The Ford Motor Company (NYSE: F) stock price has gained significant traction over the past five days as it's currently up over 8 percent at the time of writing.
Shares of the automaker rallied on 10 Jan amid news that one of Ford India's manufacturing plants was successfully acquired by Tata Motors (NYSE: TTM). The sale had a total value of Rs 725.7 crore (US 88.82 million) and will be a sizable cash injection for the company.
In addition to strengthening Ford's balance sheet, other factors are at play here that could relieve weary Ford investors. Let's investigate.
Ford makes a pivot to US manufacturing?
One of the main causes for Ford's decision to close down its plant in India is that it has made an average operating loss of $200 million per year over the last decade.
Cost savings are the obvious incentive for Ford to close down these unprofitable facilities, but it could equally be part of a greater pivot into the electric vehicle (EV) space. The US and Europe are poised to be the biggest EV markets, while low-wage economies such as India are not the target market.
Some funds from selling these plants could then be diverted to help strengthen its position in the North American EV region. This scenario seems likely, given that Ford pledged to expand its Rogue Electric Vehicle Center in December last year.
Ford said it would make a 335,000-square-foot expansion to its facility, which is projected to lift its annual production capacity to 150,000 F-150 units upon completion by 2023. Considering this figure, only 13,258 F-150s were produced last year, so Ford is expecting a 1031.39% production increase at the site in one year, churning out an average of 12,500 F-150s per month.
Is Ford a buy ahead of the recession?
Something which may throw a spanner in the works for Ford's EV transition is the impending recession, which could have an outweighed effect on automotive stocks.
The automotive industry is highly cyclical and particularly vulnerable to economic downturns. During a recession, consumer spending decreases, and people tend to delay large purchases, such as buying a new car. This results in lower sales and profits for automotive companies, causing their stock prices to suffer.
When consumer spending decreases, people are more likely to hold onto their existing vehicles for longer periods of time instead of trading up for a new one. This means that demand for new cars decreases, and automakers find it difficult to sell the stock of cars they have already built. This puts pressure on the companies bottom lines and can result in large losses for investors.
In addition, with fewer people able to afford new cars, the used car market becomes saturated. This leads to a decrease in the value of used cars, which can further reduce automakers' profits.
How would this affect Ford's fundamentals?
What this means for Ford is that it could be a case of bad timing. Forecasting a rapid rise in EV production at the depths of a bear market might not be the most feasible course of action. Although Ford's long-term debt has been falling over the last few years, its earnings have also been all over the place.
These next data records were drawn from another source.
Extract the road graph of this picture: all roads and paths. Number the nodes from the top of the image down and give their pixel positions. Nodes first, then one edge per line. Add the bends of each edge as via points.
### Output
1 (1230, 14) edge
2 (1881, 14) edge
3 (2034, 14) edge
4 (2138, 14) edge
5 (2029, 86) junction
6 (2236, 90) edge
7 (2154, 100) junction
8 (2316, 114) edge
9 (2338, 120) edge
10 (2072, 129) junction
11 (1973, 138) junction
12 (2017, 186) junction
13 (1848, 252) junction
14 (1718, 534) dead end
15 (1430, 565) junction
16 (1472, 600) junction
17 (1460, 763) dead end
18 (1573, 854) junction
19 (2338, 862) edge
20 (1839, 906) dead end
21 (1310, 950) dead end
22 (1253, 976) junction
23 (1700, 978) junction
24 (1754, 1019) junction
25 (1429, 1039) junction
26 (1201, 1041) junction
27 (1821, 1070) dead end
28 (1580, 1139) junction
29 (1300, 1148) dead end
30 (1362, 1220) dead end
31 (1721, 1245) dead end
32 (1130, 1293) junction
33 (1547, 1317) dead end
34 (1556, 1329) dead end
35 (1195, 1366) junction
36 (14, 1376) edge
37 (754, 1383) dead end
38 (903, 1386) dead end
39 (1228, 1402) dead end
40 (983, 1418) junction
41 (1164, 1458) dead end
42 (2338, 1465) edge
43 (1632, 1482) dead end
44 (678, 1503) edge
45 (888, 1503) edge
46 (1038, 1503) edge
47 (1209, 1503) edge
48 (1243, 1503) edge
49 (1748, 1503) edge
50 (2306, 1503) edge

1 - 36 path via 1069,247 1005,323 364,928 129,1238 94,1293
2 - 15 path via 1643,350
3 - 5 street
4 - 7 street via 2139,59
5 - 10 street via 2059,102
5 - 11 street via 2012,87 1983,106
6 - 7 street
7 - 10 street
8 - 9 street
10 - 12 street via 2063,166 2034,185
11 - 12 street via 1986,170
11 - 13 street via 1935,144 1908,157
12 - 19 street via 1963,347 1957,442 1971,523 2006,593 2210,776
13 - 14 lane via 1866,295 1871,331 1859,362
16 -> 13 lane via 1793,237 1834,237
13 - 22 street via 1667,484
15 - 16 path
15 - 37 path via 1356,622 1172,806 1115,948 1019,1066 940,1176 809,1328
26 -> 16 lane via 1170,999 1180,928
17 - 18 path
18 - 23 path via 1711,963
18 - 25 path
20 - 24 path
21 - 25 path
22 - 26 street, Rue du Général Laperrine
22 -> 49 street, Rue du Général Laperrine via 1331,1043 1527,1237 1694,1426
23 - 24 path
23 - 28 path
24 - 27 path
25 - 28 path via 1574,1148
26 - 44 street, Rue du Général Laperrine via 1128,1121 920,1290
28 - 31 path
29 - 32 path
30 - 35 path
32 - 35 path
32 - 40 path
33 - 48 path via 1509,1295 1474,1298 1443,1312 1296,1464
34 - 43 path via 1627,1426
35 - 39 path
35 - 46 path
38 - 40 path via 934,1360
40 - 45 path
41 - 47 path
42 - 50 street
Ford's net income last year surged to $17.93 billion, while the year prior, its net income was negative at a $1.27 billion loss. The volatility in Ford's earnings continued in the prior years, jumping between $47 million and $7.73 billion.
Since Ford's earnings have been historically volatile already, a slowdown in its sales due to a depressed economy could shatter investors' sentiment regarding the stock. This is especially true as people seek to move their funds into more defensive ventures, and a large scaling of Ford's capital expenditure to reach its lofty production targets does not meet this requirement.
One silver lining of a recession is that it may allow EV battery manufacturers to stockpile resources such as cobalt, which is a critical element in producing the cathode, thus potentially leading to discounts for EV car makers in the future.